> **Work to be completed**
How many lines in the records below contain the word "pinky"? Answer with the number alone.

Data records
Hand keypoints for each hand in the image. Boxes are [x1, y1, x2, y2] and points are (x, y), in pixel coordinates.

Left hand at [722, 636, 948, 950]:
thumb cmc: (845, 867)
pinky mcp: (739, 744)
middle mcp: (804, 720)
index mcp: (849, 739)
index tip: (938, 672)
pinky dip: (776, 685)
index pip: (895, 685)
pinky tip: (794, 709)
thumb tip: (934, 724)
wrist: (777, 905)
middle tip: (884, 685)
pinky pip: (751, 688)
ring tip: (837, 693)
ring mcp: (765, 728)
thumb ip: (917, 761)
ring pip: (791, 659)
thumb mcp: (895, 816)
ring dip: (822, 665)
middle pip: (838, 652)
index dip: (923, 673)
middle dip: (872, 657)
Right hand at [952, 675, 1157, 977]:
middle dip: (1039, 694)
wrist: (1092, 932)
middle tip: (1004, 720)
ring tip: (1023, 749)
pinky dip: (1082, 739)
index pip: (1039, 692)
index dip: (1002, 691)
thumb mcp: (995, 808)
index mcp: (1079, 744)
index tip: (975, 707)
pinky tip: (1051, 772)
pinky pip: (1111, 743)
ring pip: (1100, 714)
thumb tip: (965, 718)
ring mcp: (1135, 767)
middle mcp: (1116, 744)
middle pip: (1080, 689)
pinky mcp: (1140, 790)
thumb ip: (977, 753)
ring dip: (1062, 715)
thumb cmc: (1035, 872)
==
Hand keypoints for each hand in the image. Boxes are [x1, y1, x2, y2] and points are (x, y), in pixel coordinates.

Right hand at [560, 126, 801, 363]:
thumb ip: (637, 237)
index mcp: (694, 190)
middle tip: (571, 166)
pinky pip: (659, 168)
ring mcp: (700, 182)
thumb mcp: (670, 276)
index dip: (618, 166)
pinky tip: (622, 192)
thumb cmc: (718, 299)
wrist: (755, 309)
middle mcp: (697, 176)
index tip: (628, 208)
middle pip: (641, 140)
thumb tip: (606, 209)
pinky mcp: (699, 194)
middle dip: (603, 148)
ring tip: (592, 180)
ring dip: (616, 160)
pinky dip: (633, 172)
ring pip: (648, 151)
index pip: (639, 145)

> **Solution to this task**
12